======== EXCERPTED RECORDS ========
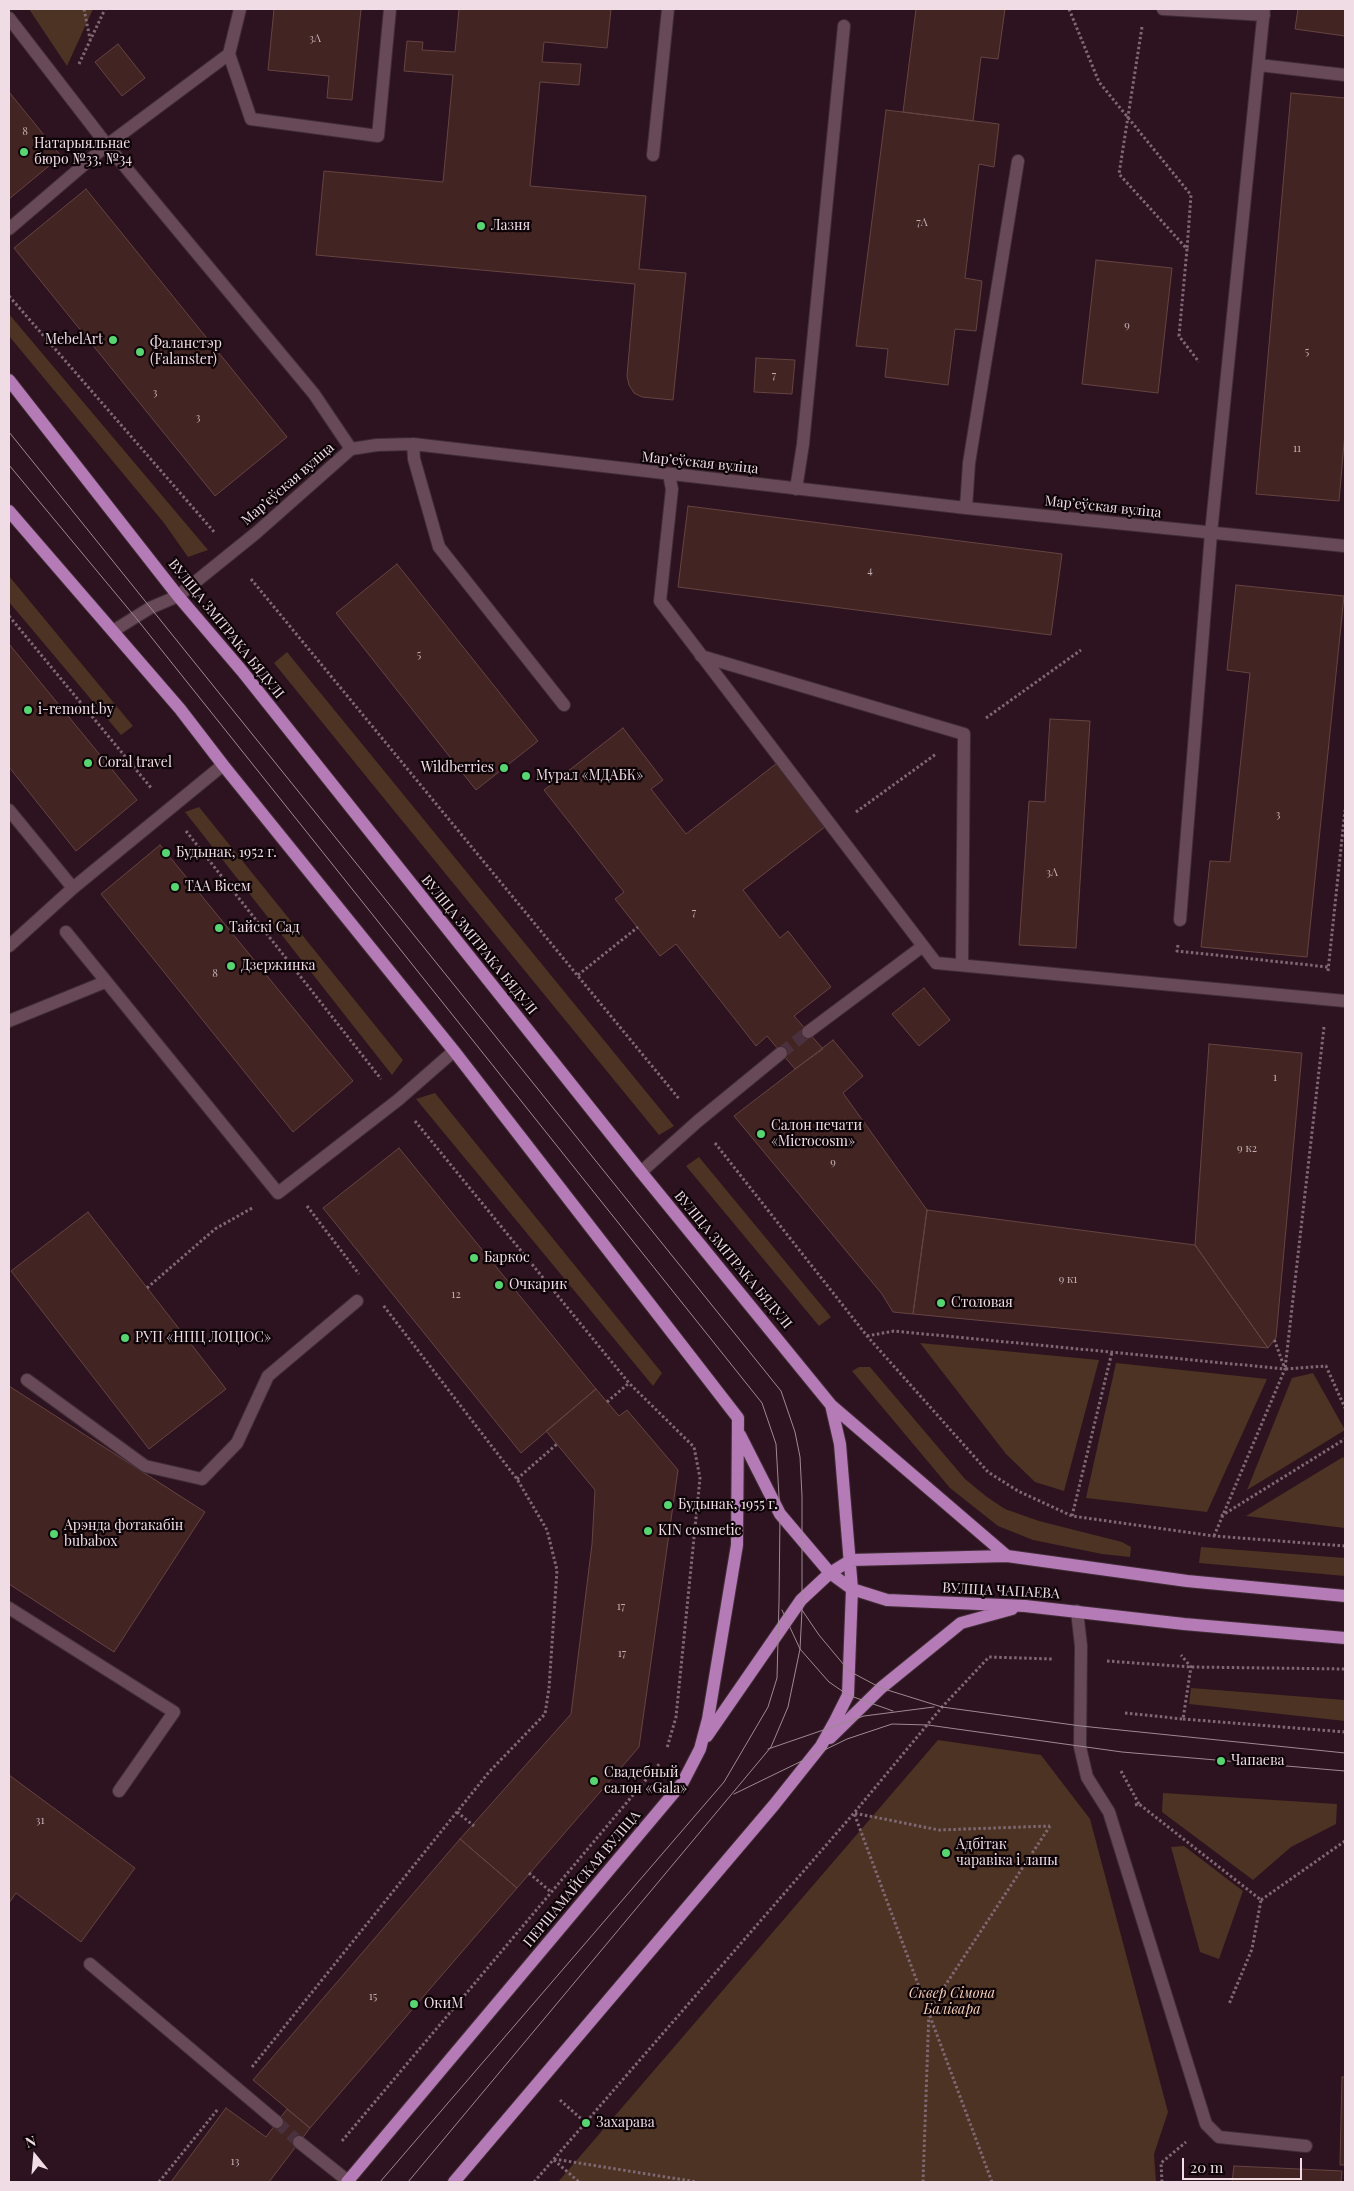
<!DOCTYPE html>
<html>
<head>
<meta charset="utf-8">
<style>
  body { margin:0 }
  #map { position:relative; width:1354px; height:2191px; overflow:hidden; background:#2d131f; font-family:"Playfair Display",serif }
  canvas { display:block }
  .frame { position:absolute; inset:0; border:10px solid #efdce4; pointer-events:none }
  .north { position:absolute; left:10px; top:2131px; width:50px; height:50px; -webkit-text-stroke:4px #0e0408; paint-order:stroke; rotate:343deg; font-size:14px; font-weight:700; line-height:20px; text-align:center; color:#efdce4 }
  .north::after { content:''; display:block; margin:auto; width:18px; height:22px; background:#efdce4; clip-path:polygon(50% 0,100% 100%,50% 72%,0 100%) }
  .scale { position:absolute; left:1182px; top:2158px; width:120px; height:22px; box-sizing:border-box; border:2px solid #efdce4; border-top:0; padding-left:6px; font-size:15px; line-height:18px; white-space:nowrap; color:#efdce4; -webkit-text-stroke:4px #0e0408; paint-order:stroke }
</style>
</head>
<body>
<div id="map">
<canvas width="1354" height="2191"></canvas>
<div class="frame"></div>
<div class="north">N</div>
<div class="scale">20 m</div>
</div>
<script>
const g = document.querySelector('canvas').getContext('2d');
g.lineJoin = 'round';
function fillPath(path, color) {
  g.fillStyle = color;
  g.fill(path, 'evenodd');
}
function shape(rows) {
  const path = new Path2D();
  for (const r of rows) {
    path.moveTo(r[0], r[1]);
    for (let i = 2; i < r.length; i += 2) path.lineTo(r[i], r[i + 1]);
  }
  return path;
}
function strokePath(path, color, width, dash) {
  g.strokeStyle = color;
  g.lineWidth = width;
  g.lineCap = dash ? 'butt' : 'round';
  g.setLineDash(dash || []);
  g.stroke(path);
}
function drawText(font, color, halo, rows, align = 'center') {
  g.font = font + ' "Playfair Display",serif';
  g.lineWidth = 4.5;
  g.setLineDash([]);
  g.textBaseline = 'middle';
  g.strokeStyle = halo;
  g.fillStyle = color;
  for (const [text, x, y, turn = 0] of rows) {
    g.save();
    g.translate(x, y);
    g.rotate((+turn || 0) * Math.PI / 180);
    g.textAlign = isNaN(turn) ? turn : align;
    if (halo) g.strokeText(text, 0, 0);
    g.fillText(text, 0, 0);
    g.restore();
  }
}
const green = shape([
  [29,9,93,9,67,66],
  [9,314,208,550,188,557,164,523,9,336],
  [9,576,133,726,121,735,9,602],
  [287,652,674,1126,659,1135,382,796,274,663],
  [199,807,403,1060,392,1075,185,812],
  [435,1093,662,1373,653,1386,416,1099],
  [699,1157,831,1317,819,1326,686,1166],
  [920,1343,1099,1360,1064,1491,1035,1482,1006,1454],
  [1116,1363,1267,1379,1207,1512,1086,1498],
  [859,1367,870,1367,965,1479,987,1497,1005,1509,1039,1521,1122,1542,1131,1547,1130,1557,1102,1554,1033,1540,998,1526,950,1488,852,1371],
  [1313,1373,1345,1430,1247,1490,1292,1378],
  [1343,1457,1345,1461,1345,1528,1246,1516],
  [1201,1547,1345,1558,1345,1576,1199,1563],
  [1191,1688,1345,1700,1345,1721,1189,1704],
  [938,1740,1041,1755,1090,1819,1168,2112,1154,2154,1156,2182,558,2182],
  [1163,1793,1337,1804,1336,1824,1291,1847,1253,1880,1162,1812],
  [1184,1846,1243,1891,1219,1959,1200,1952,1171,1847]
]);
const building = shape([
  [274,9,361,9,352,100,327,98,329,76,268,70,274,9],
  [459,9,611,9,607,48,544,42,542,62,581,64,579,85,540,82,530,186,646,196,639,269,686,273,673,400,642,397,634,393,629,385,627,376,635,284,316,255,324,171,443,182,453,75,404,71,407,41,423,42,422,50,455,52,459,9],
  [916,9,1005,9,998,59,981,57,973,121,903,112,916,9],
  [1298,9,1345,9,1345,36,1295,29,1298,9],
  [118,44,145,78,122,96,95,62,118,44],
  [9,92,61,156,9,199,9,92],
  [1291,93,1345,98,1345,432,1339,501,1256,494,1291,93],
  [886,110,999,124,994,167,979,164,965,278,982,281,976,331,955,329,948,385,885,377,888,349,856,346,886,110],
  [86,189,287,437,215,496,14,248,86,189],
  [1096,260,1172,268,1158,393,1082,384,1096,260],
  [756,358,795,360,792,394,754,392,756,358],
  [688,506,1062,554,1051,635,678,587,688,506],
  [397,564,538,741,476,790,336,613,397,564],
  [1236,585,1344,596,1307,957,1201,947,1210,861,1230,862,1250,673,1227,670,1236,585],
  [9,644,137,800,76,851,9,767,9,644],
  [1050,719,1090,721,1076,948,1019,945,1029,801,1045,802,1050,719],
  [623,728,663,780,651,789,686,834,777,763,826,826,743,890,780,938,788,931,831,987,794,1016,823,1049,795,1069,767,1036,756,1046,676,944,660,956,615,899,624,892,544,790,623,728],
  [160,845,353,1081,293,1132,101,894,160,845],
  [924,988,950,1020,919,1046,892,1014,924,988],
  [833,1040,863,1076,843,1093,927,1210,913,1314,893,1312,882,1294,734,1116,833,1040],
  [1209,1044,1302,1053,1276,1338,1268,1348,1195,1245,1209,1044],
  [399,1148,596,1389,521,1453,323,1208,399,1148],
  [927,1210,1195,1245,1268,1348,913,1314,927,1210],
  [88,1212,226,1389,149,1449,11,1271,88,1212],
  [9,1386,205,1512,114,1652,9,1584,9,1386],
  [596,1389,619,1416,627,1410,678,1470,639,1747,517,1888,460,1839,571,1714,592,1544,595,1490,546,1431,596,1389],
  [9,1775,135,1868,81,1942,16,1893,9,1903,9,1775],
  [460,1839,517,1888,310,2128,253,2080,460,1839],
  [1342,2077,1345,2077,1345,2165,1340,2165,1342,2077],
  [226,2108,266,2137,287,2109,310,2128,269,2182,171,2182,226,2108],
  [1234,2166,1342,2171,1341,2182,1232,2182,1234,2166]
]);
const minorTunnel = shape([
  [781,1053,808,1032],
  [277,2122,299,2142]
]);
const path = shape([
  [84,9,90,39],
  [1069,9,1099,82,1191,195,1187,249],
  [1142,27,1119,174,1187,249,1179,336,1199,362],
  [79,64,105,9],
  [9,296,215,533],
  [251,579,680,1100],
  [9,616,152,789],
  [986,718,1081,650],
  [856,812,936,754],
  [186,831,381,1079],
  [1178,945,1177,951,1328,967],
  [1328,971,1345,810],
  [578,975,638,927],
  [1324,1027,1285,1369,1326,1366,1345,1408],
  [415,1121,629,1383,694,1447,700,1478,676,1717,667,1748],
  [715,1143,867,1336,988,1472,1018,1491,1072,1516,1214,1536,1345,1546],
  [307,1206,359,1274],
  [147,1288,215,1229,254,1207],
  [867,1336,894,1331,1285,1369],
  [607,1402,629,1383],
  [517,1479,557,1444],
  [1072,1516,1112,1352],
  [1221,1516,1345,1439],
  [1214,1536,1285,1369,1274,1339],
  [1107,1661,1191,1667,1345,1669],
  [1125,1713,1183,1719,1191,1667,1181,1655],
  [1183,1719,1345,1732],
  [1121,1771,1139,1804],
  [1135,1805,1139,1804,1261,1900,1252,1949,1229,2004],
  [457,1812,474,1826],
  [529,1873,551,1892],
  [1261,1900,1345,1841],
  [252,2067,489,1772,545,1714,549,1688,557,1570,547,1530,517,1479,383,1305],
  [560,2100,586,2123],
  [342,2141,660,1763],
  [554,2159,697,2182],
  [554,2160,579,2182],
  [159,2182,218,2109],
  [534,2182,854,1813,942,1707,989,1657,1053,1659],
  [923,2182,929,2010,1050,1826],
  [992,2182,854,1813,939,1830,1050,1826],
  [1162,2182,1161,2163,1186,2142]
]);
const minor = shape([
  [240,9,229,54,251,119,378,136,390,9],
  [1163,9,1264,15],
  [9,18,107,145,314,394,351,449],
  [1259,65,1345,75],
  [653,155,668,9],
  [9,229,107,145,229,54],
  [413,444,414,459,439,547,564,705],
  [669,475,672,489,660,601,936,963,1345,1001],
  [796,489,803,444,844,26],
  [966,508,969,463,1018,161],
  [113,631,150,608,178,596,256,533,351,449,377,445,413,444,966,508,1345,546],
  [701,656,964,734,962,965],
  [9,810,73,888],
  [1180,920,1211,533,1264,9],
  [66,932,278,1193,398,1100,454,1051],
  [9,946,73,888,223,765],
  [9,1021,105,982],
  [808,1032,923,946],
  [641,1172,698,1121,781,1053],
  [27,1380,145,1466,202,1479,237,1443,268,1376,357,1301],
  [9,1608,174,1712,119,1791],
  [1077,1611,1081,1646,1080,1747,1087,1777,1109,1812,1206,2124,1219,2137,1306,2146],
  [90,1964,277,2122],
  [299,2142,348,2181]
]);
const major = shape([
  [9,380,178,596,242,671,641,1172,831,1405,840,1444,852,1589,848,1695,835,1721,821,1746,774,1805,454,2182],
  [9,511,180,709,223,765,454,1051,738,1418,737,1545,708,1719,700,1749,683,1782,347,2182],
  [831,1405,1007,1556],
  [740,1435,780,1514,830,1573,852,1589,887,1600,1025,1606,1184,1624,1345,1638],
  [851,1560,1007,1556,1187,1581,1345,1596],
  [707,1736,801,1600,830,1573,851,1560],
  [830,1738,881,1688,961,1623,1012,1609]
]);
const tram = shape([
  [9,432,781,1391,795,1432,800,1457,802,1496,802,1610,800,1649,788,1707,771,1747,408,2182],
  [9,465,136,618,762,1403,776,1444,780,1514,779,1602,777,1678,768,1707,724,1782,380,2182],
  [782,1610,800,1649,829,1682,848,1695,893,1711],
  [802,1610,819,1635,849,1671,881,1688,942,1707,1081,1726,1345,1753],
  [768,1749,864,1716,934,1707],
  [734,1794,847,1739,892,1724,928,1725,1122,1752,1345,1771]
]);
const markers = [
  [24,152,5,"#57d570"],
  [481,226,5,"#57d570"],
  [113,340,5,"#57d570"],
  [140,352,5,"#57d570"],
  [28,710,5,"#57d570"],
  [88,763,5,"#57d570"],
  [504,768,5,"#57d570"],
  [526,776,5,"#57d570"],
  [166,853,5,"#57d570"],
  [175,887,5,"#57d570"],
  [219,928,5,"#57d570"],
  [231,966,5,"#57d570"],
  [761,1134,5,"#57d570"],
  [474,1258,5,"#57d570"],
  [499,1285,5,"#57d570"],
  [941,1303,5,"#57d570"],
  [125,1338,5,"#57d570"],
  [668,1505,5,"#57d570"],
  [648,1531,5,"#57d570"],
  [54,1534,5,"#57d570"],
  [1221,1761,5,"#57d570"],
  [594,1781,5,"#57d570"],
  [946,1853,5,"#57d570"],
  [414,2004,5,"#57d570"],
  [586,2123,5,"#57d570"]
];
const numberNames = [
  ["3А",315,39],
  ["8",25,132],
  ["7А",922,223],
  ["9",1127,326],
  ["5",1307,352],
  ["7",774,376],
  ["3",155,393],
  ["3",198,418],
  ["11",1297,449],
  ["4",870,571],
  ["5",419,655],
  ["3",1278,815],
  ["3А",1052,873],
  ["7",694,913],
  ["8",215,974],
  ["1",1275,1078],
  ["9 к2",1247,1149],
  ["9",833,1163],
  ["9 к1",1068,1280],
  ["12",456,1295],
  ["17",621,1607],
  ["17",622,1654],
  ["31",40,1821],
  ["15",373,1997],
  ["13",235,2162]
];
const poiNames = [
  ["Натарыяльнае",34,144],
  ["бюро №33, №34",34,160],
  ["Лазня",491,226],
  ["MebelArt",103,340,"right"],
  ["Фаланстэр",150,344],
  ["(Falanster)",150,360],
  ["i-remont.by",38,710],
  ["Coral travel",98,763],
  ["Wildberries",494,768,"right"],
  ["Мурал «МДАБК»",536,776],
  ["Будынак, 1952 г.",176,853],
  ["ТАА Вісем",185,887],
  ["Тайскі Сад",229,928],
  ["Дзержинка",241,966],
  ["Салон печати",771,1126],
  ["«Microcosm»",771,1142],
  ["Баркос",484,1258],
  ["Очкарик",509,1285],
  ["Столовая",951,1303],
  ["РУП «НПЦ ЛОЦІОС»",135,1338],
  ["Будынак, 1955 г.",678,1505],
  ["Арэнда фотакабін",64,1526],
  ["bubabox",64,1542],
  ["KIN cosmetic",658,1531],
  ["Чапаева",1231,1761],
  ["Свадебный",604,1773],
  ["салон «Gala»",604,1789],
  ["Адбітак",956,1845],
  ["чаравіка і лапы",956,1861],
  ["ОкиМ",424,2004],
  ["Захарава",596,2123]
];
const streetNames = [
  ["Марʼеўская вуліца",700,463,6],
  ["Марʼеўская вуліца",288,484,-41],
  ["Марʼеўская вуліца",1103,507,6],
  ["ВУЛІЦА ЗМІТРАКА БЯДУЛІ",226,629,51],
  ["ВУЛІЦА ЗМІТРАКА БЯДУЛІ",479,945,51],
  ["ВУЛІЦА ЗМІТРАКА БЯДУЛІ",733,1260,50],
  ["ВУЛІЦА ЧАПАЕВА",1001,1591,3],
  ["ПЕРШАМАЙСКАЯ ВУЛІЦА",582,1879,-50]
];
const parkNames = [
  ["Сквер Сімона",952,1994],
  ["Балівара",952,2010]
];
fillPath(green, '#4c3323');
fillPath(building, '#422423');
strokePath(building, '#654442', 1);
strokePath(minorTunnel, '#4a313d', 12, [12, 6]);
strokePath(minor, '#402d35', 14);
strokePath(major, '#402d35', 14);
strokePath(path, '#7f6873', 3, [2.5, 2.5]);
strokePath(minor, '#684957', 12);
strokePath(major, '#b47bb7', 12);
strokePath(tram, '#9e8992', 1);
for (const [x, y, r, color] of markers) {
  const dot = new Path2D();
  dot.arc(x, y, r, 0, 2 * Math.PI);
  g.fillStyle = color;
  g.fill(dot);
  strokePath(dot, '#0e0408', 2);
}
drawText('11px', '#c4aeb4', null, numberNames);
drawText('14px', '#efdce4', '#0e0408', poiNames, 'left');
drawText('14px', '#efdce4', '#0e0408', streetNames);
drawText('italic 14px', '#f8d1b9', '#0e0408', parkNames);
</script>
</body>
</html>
========
WORK REQUIRED: For each line in the data above that contains the string "rows", extract the line.

THE COMPLETED TASK:
function shape(rows) {
  for (const r of rows) {
function drawText(font, color, halo, rows, align = 'center') {
  for (const [text, x, y, turn = 0] of rows) {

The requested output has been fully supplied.